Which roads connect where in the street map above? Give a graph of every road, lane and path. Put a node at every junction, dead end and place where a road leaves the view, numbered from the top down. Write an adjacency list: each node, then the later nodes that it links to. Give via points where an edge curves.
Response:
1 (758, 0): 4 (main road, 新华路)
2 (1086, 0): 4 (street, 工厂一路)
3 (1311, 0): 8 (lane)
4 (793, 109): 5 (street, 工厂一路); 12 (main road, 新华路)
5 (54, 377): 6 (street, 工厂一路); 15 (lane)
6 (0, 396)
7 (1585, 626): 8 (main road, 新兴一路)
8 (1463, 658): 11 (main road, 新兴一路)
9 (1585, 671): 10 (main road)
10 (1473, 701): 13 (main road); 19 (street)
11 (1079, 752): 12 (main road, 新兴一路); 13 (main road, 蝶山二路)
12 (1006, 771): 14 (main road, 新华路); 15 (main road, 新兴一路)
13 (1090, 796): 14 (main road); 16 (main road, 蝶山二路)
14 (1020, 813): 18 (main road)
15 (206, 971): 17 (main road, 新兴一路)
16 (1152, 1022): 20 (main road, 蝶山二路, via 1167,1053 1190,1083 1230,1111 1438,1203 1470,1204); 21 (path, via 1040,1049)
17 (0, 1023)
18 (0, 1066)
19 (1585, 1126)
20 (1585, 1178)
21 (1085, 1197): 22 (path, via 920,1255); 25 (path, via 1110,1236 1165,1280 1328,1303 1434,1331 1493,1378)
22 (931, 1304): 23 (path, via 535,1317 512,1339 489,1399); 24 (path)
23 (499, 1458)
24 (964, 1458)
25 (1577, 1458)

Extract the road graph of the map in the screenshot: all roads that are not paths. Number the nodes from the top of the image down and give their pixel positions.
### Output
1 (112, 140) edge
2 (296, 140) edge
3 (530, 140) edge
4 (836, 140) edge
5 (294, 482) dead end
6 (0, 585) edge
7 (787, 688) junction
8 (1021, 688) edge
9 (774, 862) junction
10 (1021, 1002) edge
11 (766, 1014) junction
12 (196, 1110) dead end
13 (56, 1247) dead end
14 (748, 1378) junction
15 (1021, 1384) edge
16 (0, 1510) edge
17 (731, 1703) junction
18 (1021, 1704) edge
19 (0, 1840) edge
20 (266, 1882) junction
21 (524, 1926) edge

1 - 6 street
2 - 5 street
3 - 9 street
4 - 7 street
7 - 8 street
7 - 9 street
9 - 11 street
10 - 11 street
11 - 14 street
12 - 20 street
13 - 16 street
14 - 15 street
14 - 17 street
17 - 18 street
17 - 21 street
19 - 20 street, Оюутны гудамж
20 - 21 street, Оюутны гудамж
....
Required action: An exact, complete copy of the records is the expected answer.

Answer to the exercise:
Which roads connect where in the street map above? Give a graph of every road, lane and path. Put a node at every junction, dead end and place where a road leaves the view, numbered from the top down. Write an adjacency list: each node, then the later nodes that it links to. Give via points where an edge curves.
Response:
1 (758, 0): 4 (main road, 新华路)
2 (1086, 0): 4 (street, 工厂一路)
3 (1311, 0): 8 (lane)
4 (793, 109): 5 (street, 工厂一路); 12 (main road, 新华路)
5 (54, 377): 6 (street, 工厂一路); 15 (lane)
6 (0, 396)
7 (1585, 626): 8 (main road, 新兴一路)
8 (1463, 658): 11 (main road, 新兴一路)
9 (1585, 671): 10 (main road)
10 (1473, 701): 13 (main road); 19 (street)
11 (1079, 752): 12 (main road, 新兴一路); 13 (main road, 蝶山二路)
12 (1006, 771): 14 (main road, 新华路); 15 (main road, 新兴一路)
13 (1090, 796): 14 (main road); 16 (main road, 蝶山二路)
14 (1020, 813): 18 (main road)
15 (206, 971): 17 (main road, 新兴一路)
16 (1152, 1022): 20 (main road, 蝶山二路, via 1167,1053 1190,1083 1230,1111 1438,1203 1470,1204); 21 (path, via 1040,1049)
17 (0, 1023)
18 (0, 1066)
19 (1585, 1126)
20 (1585, 1178)
21 (1085, 1197): 22 (path, via 920,1255); 25 (path, via 1110,1236 1165,1280 1328,1303 1434,1331 1493,1378)
22 (931, 1304): 23 (path, via 535,1317 512,1339 489,1399); 24 (path)
23 (499, 1458)
24 (964, 1458)
25 (1577, 1458)

Extract the road graph of the map in the screenshot: all roads that are not paths. Number the nodes from the top of the image down and give their pixel positions.
### Output
1 (112, 140) edge
2 (296, 140) edge
3 (530, 140) edge
4 (836, 140) edge
5 (294, 482) dead end
6 (0, 585) edge
7 (787, 688) junction
8 (1021, 688) edge
9 (774, 862) junction
10 (1021, 1002) edge
11 (766, 1014) junction
12 (196, 1110) dead end
13 (56, 1247) dead end
14 (748, 1378) junction
15 (1021, 1384) edge
16 (0, 1510) edge
17 (731, 1703) junction
18 (1021, 1704) edge
19 (0, 1840) edge
20 (266, 1882) junction
21 (524, 1926) edge

1 - 6 street
2 - 5 street
3 - 9 street
4 - 7 street
7 - 8 street
7 - 9 street
9 - 11 street
10 - 11 street
11 - 14 street
12 - 20 street
13 - 16 street
14 - 15 street
14 - 17 street
17 - 18 street
17 - 21 street
19 - 20 street, Оюутны гудамж
20 - 21 street, Оюутны гудамж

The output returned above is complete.